Approx Reading Time-11What happened while you were asleep, Pumpkin? Well, California is richer than France, Bob Katter faces art critics and more chicanery at the Euro.

 

 

 

California overtakes GDP of France, knows how to party.

In the city, of LA. In the city, of Compton. They keep it rocking. According to Bloomberg.com, the wild-wild west, is a state that is untouchable like Eliot Ness, if you happen to be the GDP of France (or Brazil). Amazingly, that particular state has overtaken those two countries with a sharp 4.1 percent upturn. It helps that Cali has the world’s largest tech companies throwing up dubs, but come on. Resource-rich Brazil? France with all that priceless art and magnifique pate?

Wow.

It’s all good, from Diego to the Bay. Throw up an investment, if you feel the same way, Dre putting it down for Californ-I-a.

 

Bob Katter in hot spaghetti Western over his campaign ad as detractors stick to their guns.

Yesterday, the man with no name (Bob Katter) twisted his iron downrange, wrote on a sign, and planted lead into the chest of the two tallest democratic systems. Twelve hours after high noon, those who Katter went the full Sergio on want him to holster his political ambitions.

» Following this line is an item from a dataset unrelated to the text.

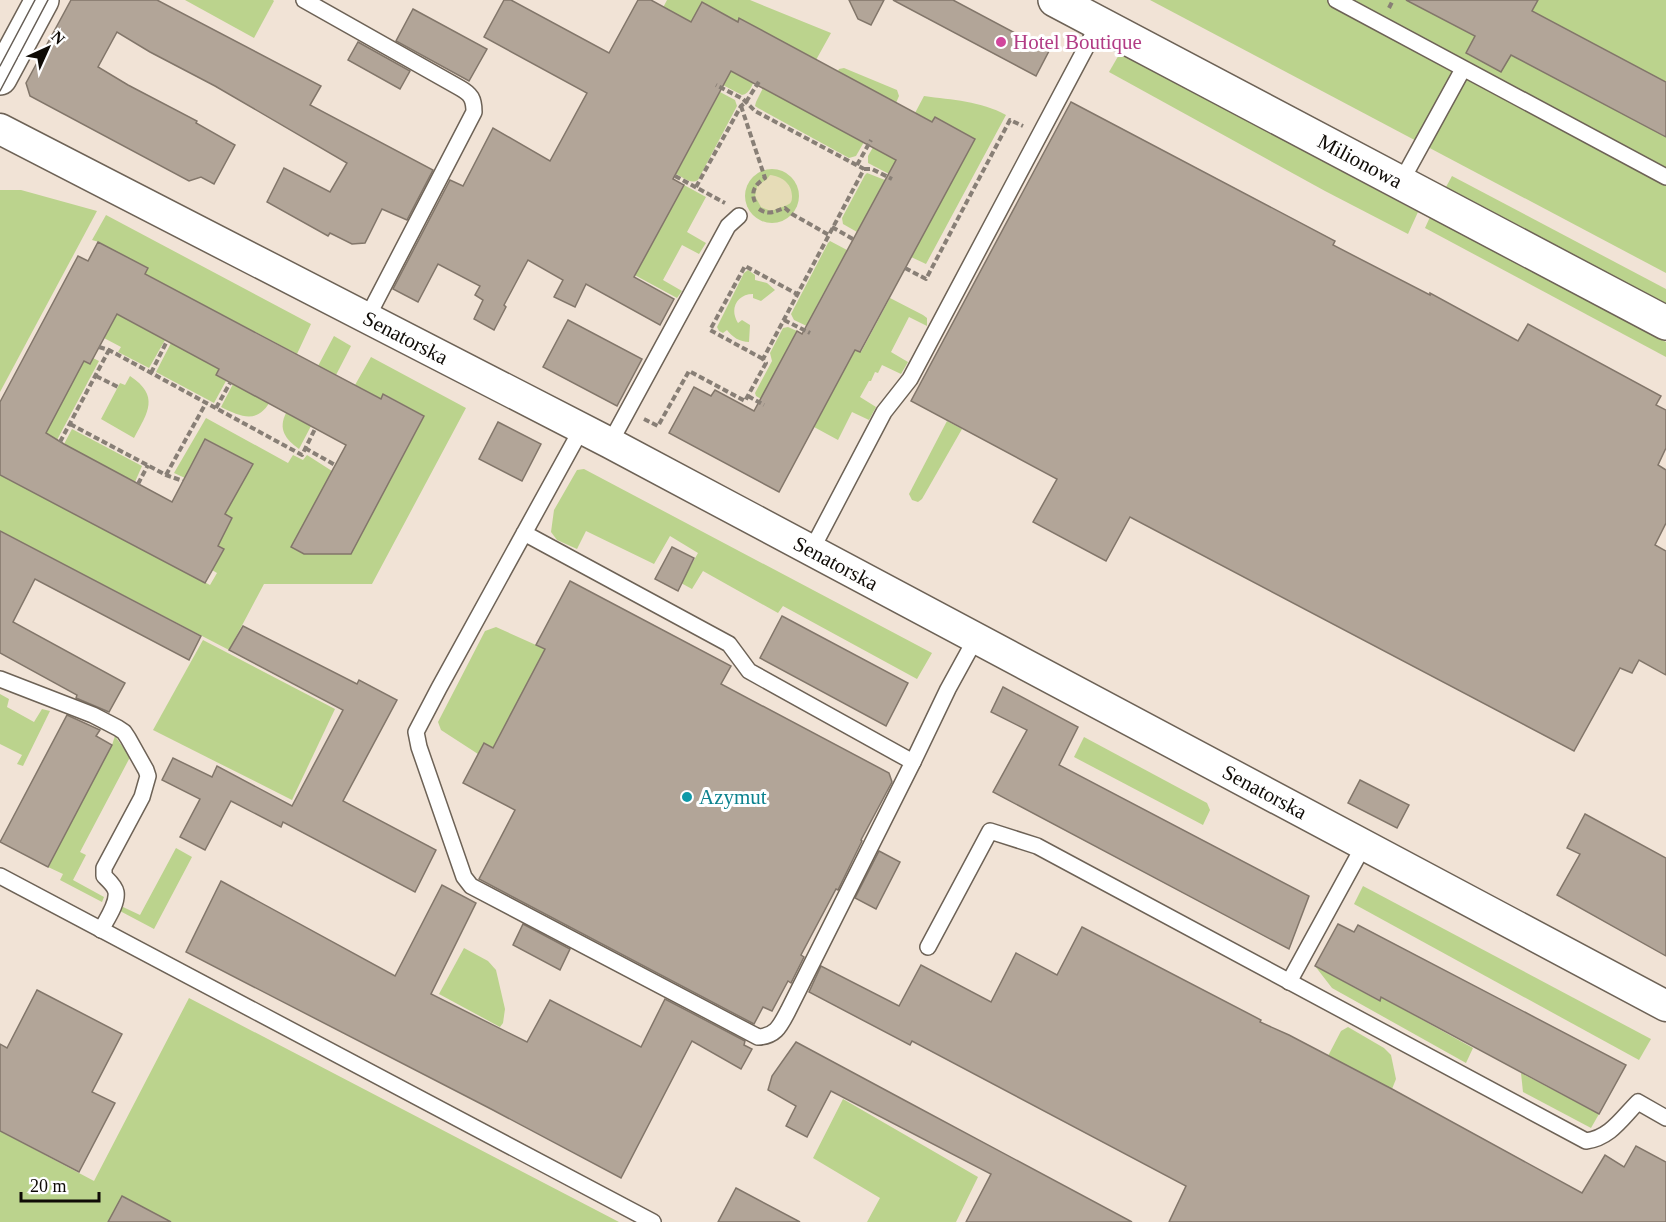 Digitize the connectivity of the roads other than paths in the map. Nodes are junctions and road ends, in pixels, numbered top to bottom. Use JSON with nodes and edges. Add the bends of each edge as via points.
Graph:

I mean come on. He made bold choices and ran with it. Is that not art?

The only thing, Mr Katter, as a trained (and failed) filmmaker, I thought that the jib shot at the end was a bit…overkill. Beyond that, fabulous restraint to not actually show the violence, but rather the assumption of violence, allowing those who you shot to form their own demise in their mind. Bravo.

Katter’s technique reminds me a lot of Alfred Hitchcock’s, namely in Pyscho, where you never actually see the knife stab Marion, you just think it did.

 

France go through, England step into the naughty books.

I don’t want to promote terrible stereotypes of the game I love – as it’s hard enough to convince those who grunt criticisms toward the lack of equilibrium that professional footballers possess – but today I must.

England, you’re being a bunch of tits.

Again, the British have been chased off with tear gas – justifiably so, going off this video from the BBC. A shirt should always be worn outside the house, especially at night, or at an establishment with tables. For the nation that trumpeted manners around a table (and colonialism), it’s monocle-dropping stuff.

According to some sources, the violence was renewed after this flashpoint.

Saying that, the Irish were there to clean up the glass bottles that those English yobs pelted at whoever in Lille. Clean up, you boys in green!

On the pitch, the plucky Albanians held on for most of the encounter. But, similar to the man with no food in his cupboard but with a Dominos within reach, they folded late on.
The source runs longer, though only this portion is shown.